Trying to get kids to do “what you want them to” is a thing. When I teach I often poll my classes with this question: how do you get a child to do what you want them to? The answers are wide and varied.
- Bribe them
- Force them
- Ask them continuously (that is, nag them)
- Tell them you’ll be mad if they don’t (also bribing them)
- Punish them if they don’t (also forcing them)
Some folks even use a third party, someone they know the kids love, as leverage. Saying, “so-and-so will be mad if you don’t do this-or-that.”
I am not a child learning specialist, but I can’t see any benefit to denying a child love in order to get them to do the right thing. Don’t we want them to learn to do the right thing simply because it’s the right thing?

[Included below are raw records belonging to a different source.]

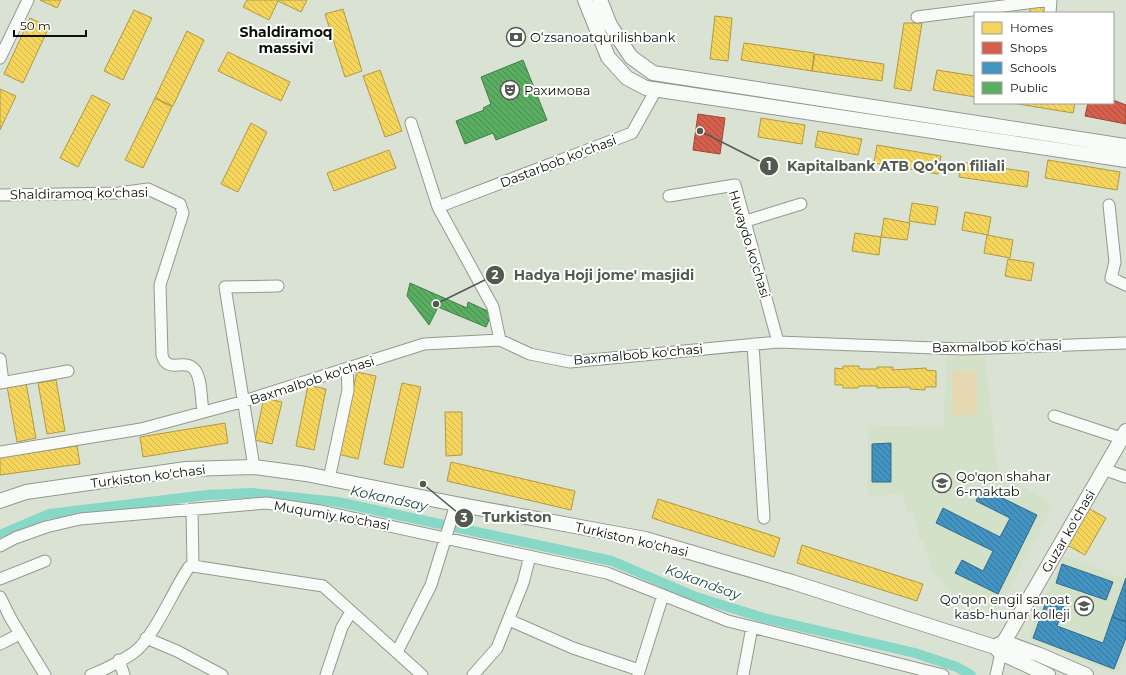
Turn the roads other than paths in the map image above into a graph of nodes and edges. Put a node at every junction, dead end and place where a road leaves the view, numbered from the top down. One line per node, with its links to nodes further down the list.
1 (28, 0): 7 (street)
2 (585, 0): 8 (main road)
3 (600, 0): 10 (main road)
4 (1050, 0): 5 (street); 6 (street)
5 (1050, 12)
6 (917, 16)
7 (0, 58)
8 (656, 90): 11 (main road); 16 (street, Dastarbob ko'chasi)
9 (411, 123): 16 (street)
10 (1126, 146)
11 (1126, 160)
12 (0, 195): 29 (street, Shaldiramoq ko'chasi)
13 (670, 196): 17 (street, Huvaydo ko'chasi)
14 (801, 204): 17 (street)
15 (1109, 205): 18 (street)
16 (438, 207): 20 (street)
17 (746, 221): 21 (street, Huvaydo ko'chasi)
18 (1126, 285)
19 (278, 286): 28 (street)
20 (500, 340): 23 (street, Baxmalbob ko'chasi); 25 (street, Baxmalbob ko'chasi)
21 (778, 342): 22 (street, Baxmalbob ko'chasi); 23 (street, Baxmalbob ko'chasi)
22 (1126, 343)
23 (753, 344): 40 (street)
24 (0, 360): 27 (street)
25 (347, 369): 28 (street, Baxmalbob ko'chasi); 36 (street)
26 (68, 371): 27 (street)
27 (2, 382)
28 (245, 401): 29 (street, Baxmalbob ko'chasi); 33 (street)
29 (203, 412): 32 (street, Baxmalbob ko'chasi)
30 (1054, 416): 31 (street)
31 (1124, 434): 34 (main road, Guzar ko'chasi)
32 (0, 452)
33 (254, 467): 36 (main road, Turkiston ko'chasi); 37 (main road, Turkiston ko'chasi)
34 (1103, 469): 35 (street); 55 (main road, Guzar ko'chasi)
35 (1126, 476)
36 (329, 479): 39 (main road, Turkiston ko'chasi)
37 (0, 501)
38 (192, 509): 41 (street, Muqumiy ko'chasi); 42 (street, Muqumiy ko'chasi); 45 (street)
39 (454, 511): 41 (street); 55 (main road, Turkiston ko'chasi)
40 (764, 518)
41 (446, 538): 43 (street, Muqumiy ko'chasi); 56 (street)
42 (0, 546)
43 (530, 556): 47 (street, Muqumiy ko'chasi); 50 (street)
44 (45, 561): 46 (street)
45 (193, 566): 49 (street); 53 (street)
46 (0, 579)
47 (663, 595): 51 (street, Muqumiy ko'chasi); 58 (street)
48 (0, 597): 52 (street)
49 (351, 612): 56 (street); 64 (street)
50 (509, 620): 58 (street); 65 (street)
51 (752, 627): 66 (street); 67 (street, Muqumiy ko'chasi)
52 (20, 634): 54 (street); 60 (street)
53 (146, 638): 57 (street); 63 (street)
54 (0, 644)
55 (1000, 647): 68 (street); 69 (main road, Turkiston ko'chasi); 70 (main road, Turkiston ko'chasi)
56 (397, 652): 59 (street)
57 (119, 660): 61 (street); 62 (street)
58 (638, 672)
59 (418, 674)
60 (45, 675)
61 (91, 675)
62 (124, 675)
63 (222, 675)
64 (326, 675)
65 (473, 675)
66 (743, 675)
67 (943, 675)
68 (996, 675)
69 (1048, 675)
70 (1086, 675)

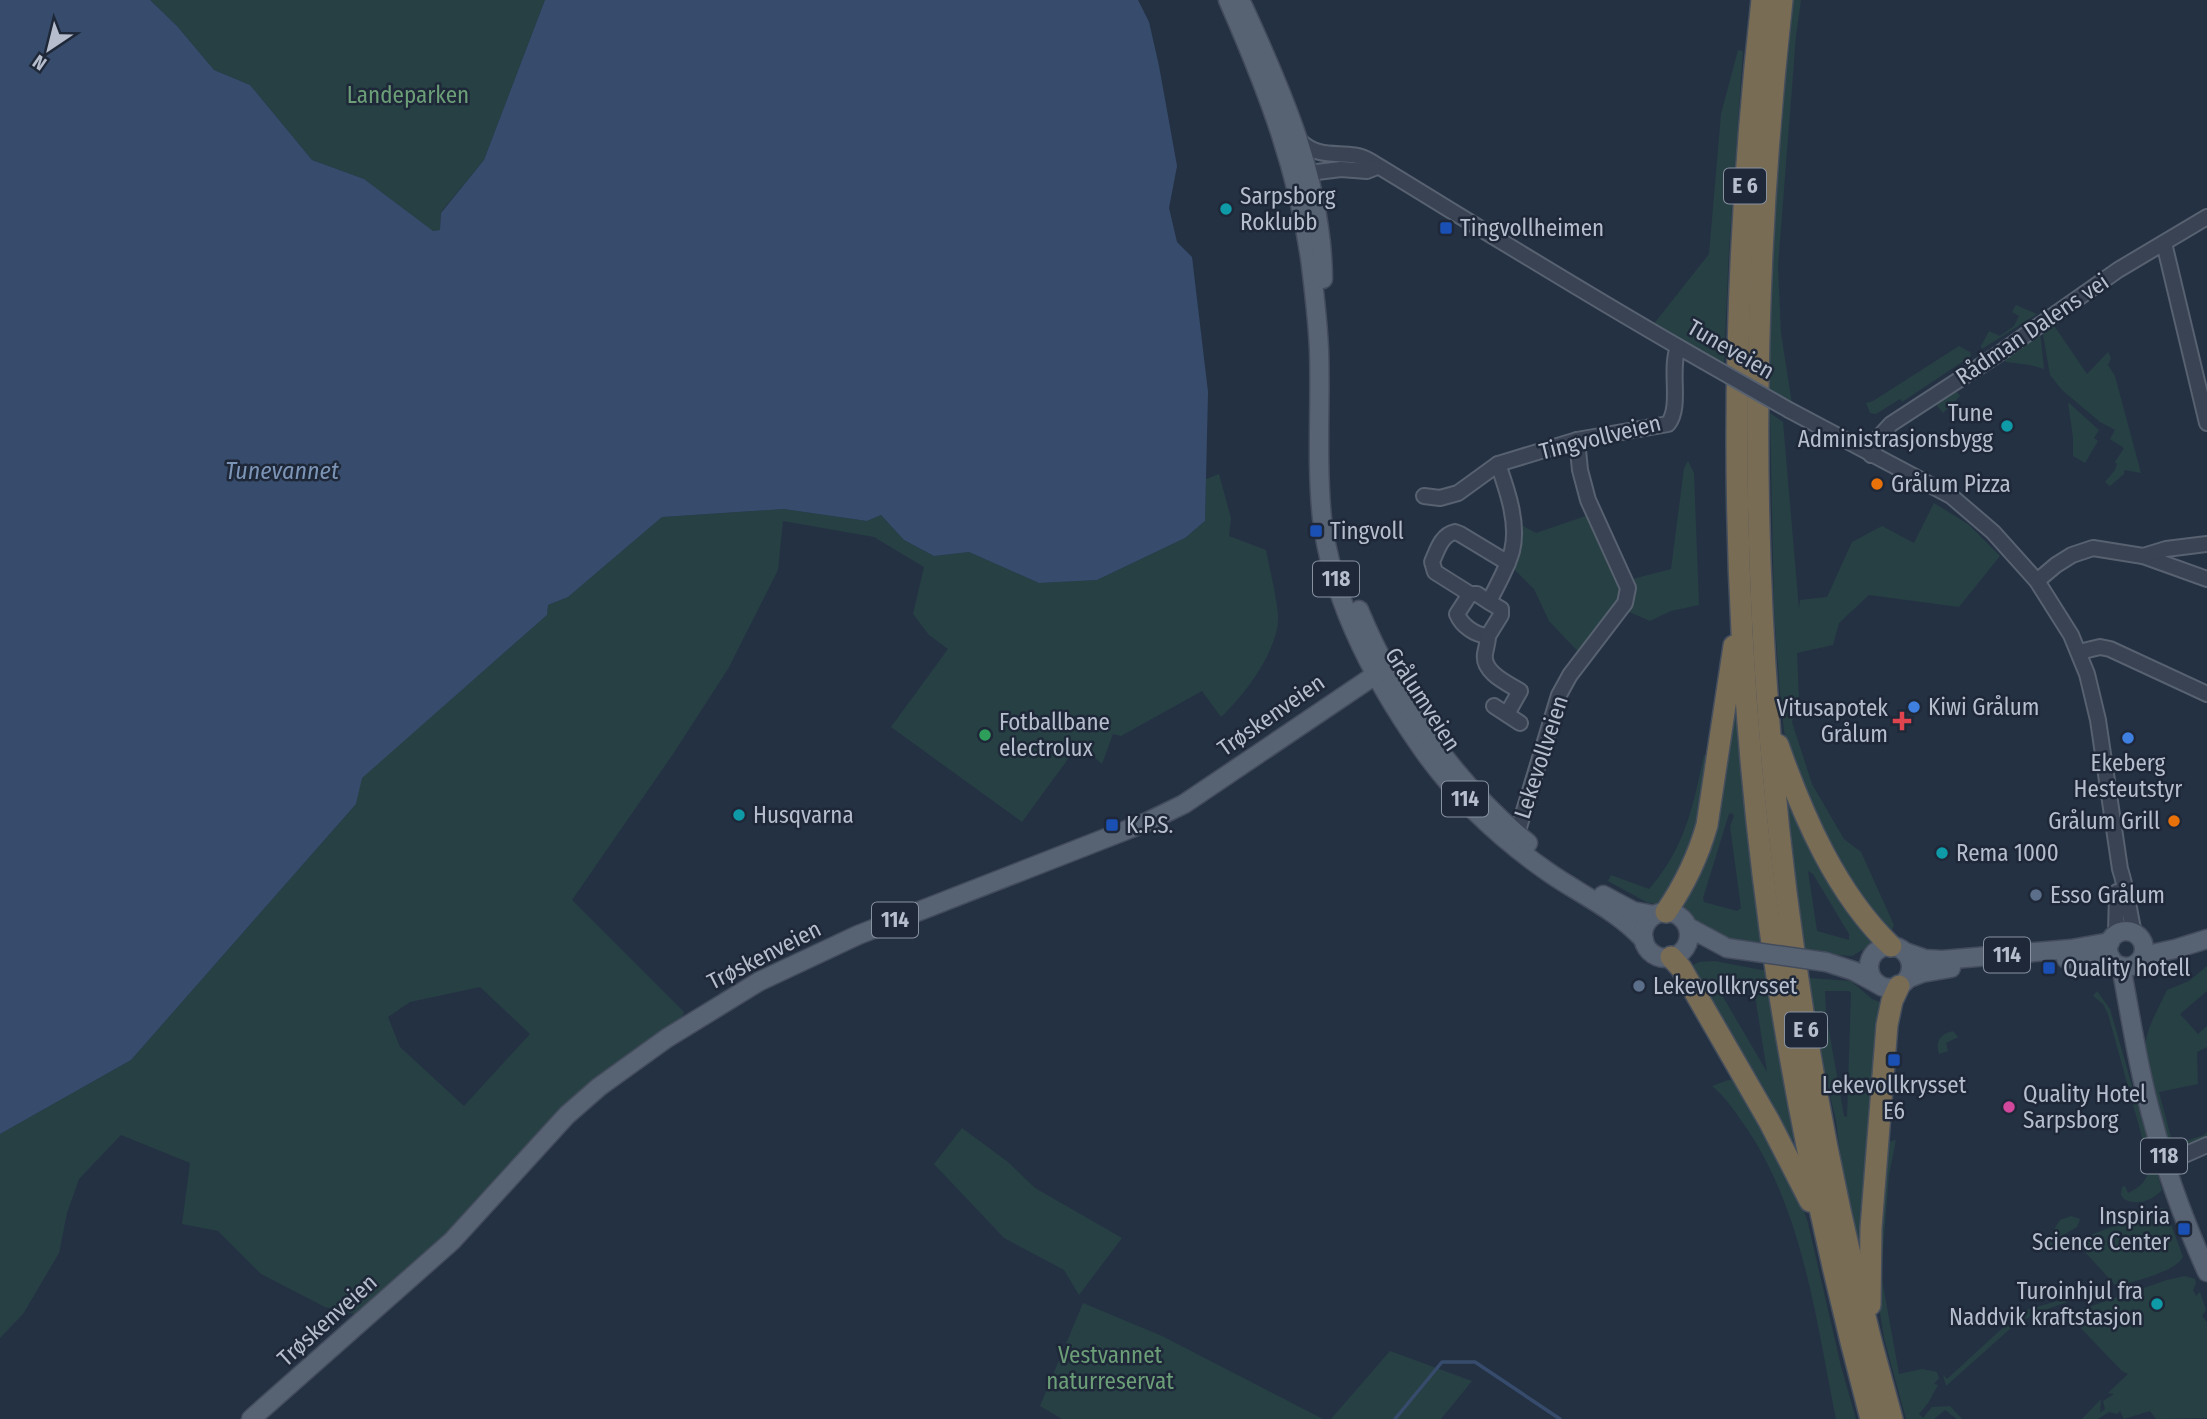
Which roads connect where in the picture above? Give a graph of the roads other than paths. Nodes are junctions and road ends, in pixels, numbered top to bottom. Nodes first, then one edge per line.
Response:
1 (1228, 0) edge
2 (1241, 0) edge
3 (1762, 0) edge
4 (1782, 0) edge
5 (1300, 141) junction
6 (1290, 160) junction
7 (1377, 167) junction
8 (1309, 173) junction
9 (2207, 217) edge
10 (2164, 243) junction
11 (1678, 347) junction
12 (1319, 349) junction
13 (2207, 423) edge
14 (1577, 440) junction
15 (1871, 454) junction
16 (1498, 464) junction
17 (1424, 496) dead end
18 (2207, 544) edge
19 (2143, 556) junction
20 (1508, 563) junction
21 (2207, 579) edge
22 (2037, 581) junction
23 (1470, 594) junction
24 (1489, 602) junction
25 (1741, 617) junction
26 (1488, 636) junction
27 (2079, 652) junction
28 (1381, 670) junction
29 (2207, 694) edge
30 (1768, 714) junction
31 (1520, 723) dead end
32 (1518, 843) junction
33 (1660, 914) junction
34 (1688, 927) junction
35 (2207, 937) edge
36 (1644, 940) junction
37 (1727, 948) junction
38 (2127, 949) junction
39 (1889, 951) junction
40 (1678, 952) junction
41 (1845, 964) junction
42 (1876, 983) junction
43 (1903, 983) junction
44 (2207, 1145) edge
45 (2166, 1163) junction
46 (1825, 1233) junction
47 (2207, 1272) edge
48 (1871, 1342) junction
49 (251, 1419) edge
50 (1871, 1419) edge
51 (1892, 1419) edge

1 - 6 main road, 118
2 - 5 main road, 118
3 - 25 highway, E 6
4 - 30 highway, E 6
5 - 7 street, Tuneveien
5 - 8 main road, 118
6 - 8 street
6 - 12 main road, Grålumveien / 118
7 - 8 street
7 - 11 street, Tuneveien
8 - 12 main road, Grålumveien / 118
9 - 10 street, Rådman Dalens vei
10 - 13 street
10 - 15 street, Rådman Dalens vei
11 - 14 street, Tingvollveien
11 - 15 street, Tuneveien, bridge
12 - 28 main road, Grålumveien / 118
14 - 16 street, Tingvollveien
14 - 32 street, Lekevollveien
15 - 22 street, Tuneveien
16 - 17 street, Tingvollveien
16 - 20 street
18 - 19 street
19 - 21 street
19 - 22 street
20 - 23 street
20 - 24 street
22 - 27 street, Tuneveien
23 - 24 street
23 - 26 street
24 - 26 street
25 - 33 highway, E 6
25 - 46 highway, E 6
26 - 31 street
27 - 29 street
27 - 38 street, Tuneveien
28 - 32 main road, Grålumveien / 114
28 - 49 main road, Trøskenveien / 114
30 - 39 highway, E 6
30 - 48 highway, E 6
32 - 33 main road, Grålumveien / 114
32 - 36 main road, Grålumveien / 114
33 - 34 main road, 114
33 - 36 main road
34 - 37 main road, 114
34 - 40 main road
35 - 38 main road, 114
36 - 40 main road, 114
37 - 40 main road, 114
37 - 41 main road, 114, bridge
38 - 39 main road, 114
38 - 43 main road, 114
38 - 45 main road, 118
39 - 41 main road, 114
39 - 42 main road
39 - 43 main road
40 - 46 highway, E 6
41 - 42 main road, 114
42 - 43 main road, 114
43 - 48 highway, E 6
44 - 45 street
45 - 47 main road, 118
46 - 50 highway, E 6
48 - 51 highway, E 6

If that’s the case, we need to take every effort to teach them why the thing we’re asking is the right thing (we should be checking what we’re asking of them here, as well), show them how work can be playful and joyful (even while it may be difficult or effortful), and not quench their spirit.
If we bribe them, we’re teaching them that bribery works. If we force them we’re teaching them that force works. If we nag them, they will learn to nag. If we put someone on a pedestal, telling the child to do something for their sake, their hearts will be broken when they realize that that person is not pedestal worthy (and no one on this earth is). They will then begin to doubt all that they have done for that person’s sake.
Why not just teach them why the work is valuable in the first place?